> _Activity_
Lines below that include the word "highway" should each be copied.

(Materials provided begins)

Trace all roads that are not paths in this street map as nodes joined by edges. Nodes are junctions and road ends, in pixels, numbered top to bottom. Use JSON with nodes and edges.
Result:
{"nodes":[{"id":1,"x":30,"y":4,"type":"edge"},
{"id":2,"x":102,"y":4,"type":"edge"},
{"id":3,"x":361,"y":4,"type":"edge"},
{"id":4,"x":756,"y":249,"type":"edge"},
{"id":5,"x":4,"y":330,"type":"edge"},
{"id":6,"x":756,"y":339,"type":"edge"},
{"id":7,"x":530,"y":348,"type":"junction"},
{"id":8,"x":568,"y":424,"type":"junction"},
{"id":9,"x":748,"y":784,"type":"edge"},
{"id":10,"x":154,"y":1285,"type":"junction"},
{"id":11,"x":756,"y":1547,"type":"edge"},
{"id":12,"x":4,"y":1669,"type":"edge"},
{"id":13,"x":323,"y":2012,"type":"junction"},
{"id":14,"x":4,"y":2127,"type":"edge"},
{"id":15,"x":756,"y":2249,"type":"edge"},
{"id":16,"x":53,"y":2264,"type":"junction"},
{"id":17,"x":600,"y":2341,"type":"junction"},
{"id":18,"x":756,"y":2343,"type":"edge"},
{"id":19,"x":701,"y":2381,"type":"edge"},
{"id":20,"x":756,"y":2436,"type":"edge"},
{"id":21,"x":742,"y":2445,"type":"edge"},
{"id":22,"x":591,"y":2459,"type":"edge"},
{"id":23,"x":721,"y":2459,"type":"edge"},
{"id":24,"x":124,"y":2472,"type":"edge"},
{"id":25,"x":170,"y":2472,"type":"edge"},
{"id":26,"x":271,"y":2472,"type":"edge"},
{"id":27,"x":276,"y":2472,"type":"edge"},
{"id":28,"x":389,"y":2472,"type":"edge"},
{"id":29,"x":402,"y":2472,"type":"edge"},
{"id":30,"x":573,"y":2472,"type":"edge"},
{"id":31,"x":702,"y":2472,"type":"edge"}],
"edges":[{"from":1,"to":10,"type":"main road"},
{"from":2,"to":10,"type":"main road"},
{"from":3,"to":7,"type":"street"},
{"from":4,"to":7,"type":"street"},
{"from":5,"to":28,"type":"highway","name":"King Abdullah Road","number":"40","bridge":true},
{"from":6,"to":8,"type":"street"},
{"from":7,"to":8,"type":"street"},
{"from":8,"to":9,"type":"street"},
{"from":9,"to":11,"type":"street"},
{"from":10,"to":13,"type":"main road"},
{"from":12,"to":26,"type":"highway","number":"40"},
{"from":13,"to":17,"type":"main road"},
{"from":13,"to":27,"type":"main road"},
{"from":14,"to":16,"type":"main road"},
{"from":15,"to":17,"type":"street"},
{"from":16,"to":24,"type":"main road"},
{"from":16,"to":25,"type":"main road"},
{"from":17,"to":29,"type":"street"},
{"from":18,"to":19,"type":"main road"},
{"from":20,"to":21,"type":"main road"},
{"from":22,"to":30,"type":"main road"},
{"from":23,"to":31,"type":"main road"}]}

(Materials provided ends)

> _Output below_
{"from":5,"to":28,"type":"highway","name":"King Abdullah Road","number":"40","bridge":true},
{"from":12,"to":26,"type":"highway","number":"40"},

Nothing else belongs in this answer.